Set up the fleets for viewing.

In [8]:
all_fleet_ssvid_set = set([s for (s, f) in zip(valid_ssvid, clusterer.labels_) if f >= 0])
valid_ssvid_set = set(valid_ssvid)
all_longline_reefer_ssvid_set = set()
for x in encounters.itertuples():
    if x.ssvid_1 in all_fleet_ssvid_set and x.ssvid_2 in valid_carrier_ssvid_set:
        all_longline_reefer_ssvid_set.add(x.ssvid_2)
    if x.ssvid_2 in all_fleet_ssvid_set and x.ssvid_1 in valid_carrier_ssvid_set:
        all_longline_reefer_ssvid_set.add(x.ssvid_1)
all_longline_reefer_ssvid = sorted(all_longline_reefer_ssvid_set)

valid_ssvid_set = set(valid_ssvid)
carrier_ids = [x for x in all_longline_reefer_ssvid if x not in valid_ssvid_set]
joint_ssvid = valid_ssvid + sorted(carrier_ids) 
labels = list(clusterer.labels_) + [max(clusterer.labels_) + 1] * len(carrier_ids) 

In [9]:
counts = []
skip = [2, 9, 12, 4] 
for i in range(max(labels) + 1):
    if i in skip:
        counts.append(0)
    else:
        counts.append((np.array(labels) == i).sum())
        
fleet_ids = [x for x in np.argsort(counts)[::-1] if counts[x] > 0]
fleet_ids_without_carriers = [x for x in fleet_ids if x != max(labels)]

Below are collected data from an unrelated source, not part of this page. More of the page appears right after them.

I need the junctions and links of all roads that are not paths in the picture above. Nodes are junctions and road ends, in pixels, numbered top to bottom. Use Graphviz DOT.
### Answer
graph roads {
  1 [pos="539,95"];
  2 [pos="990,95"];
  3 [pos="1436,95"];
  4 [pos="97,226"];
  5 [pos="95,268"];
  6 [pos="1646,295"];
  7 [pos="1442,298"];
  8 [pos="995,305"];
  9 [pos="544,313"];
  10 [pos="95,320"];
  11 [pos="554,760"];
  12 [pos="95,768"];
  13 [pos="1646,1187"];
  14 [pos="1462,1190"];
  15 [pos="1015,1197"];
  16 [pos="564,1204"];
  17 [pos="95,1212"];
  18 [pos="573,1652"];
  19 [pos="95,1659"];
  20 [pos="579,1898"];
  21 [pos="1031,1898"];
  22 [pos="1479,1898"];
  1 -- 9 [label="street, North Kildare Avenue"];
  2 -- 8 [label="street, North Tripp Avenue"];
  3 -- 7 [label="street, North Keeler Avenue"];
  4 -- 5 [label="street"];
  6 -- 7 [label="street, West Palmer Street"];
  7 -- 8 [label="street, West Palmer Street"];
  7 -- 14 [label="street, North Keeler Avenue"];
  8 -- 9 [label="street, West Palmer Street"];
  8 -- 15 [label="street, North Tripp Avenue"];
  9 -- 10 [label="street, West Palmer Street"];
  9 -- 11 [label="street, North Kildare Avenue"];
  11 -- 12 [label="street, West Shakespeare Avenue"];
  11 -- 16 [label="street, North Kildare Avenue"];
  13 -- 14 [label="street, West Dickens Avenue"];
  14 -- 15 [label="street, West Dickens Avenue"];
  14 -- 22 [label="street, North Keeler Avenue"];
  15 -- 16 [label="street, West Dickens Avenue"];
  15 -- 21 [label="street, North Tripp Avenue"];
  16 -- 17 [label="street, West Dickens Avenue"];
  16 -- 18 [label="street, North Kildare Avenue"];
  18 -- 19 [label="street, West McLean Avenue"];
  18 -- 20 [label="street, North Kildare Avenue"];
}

print(len(fleet_ids), "fleets")
fleets = OrderedDict()
n_hues = int(np.ceil(len(fleet_ids) / 4.0))
used = set()
for i, fid in enumerate(fleet_ids_without_carriers):
    b = (i // (2 * n_hues)) % 2
    c = (i // 2)% n_hues
    d = i  % 2
    symbol = 'o^'[d]
    assert (b, c, d) not in used, (i, b, c, d)
    used.add((b, c, d))
    sat = 1
    val = 1
    hue = c / float(n_hues)
    assert 0 <= hue < 1, hue
    [[clr]] = color.hsv2rgb([[(hue, sat, val)]])
    fg = [(0, 0, 0), clr][b]
    bg = [clr, (1, 1, 1)][b]
    w = [1, 2][b]
    sz = [7, 7][b]
    fleets[fid] = (symbol, tuple(fg), tuple(bg), sz, w,  str(i + 1))
fleets[max(labels)] = ('1', 'k', 'k', 8, 2, 'Carrier Vessel')

3 fleets


## Create Animations

In [10]:
anim = animation.make_anim(joint_ssvid, 
                           labels, 
                           all_by_date, 
                           interval=10,
                           fleets=fleets, 
                           show_ungrouped=True,
                           alpha=1,
                           legend_cols=8,
                           ungrouped_legend="Ungrouped")
HTML(anim.to_html5_video())

  axisbgc = ax.get_axis_bgcolor()
  fill_color = ax.get_axis_bgcolor()


In [11]:
anim = animation.make_anim(joint_ssvid, 
                           labels, 
                           all_by_date, 
                           interval=1,
                           fleets=fleets, 
                           show_ungrouped=True,
                           alpha=1,
                           legend_cols=8,
                           ungrouped_legend="Ungrouped")
Writer = mpl_animation.writers['ffmpeg']
writer = Writer(fps=8, metadata=dict(artist='Me'), bitrate=1800)
anim.save('fleet_squid.mp4', writer=writer)

## List Fleet Composition

In [12]:
for fid, v in fleets.items():
    label = v[-1]
    mask = (fid == np.array(labels))
    ssvids = np.array(joint_ssvid)[mask]
    mids = [x[:3] for x in ssvids]
    countries = [iso3_map.get(float(x), x) for x in mids]
    c = Counter(countries)
    print('Fleet: {} ({})'.format(label, fid), label)
    for country, count in c.most_common():
        print('\t', country, ':', count)

Fleet: 1 (0) 1
	 CHN : 480
	 TWN : 66
	 ARG : 64
	 KOR : 41
	 200 : 5
	 ALB : 3
	 VUT : 3
	 CYP : 1
	 ESP : 1
	 288 : 1
	 527 : 1
	 BOL : 1
	 RUS : 1
	 COK : 1
Fleet: 2 (1) 2
	 CHN : 20
	 600 : 1
Fleet: Carrier Vessel (3) Carrier Vessel
	 PAN : 37
	 RUS : 8
	 CHN : 6
	 LBR : 5
	 TWN : 4
	 KIR : 2


In [13]:
fleets

OrderedDict([(0, ('o', (0, 0, 0), (1.0, 0.0, 0.0), 7, 1, '1')),
             (1, ('^', (0, 0, 0), (1.0, 0.0, 0.0), 7, 1, '2')),
             (3, ('1', 'k', 'k', 8, 2, 'Carrier Vessel'))])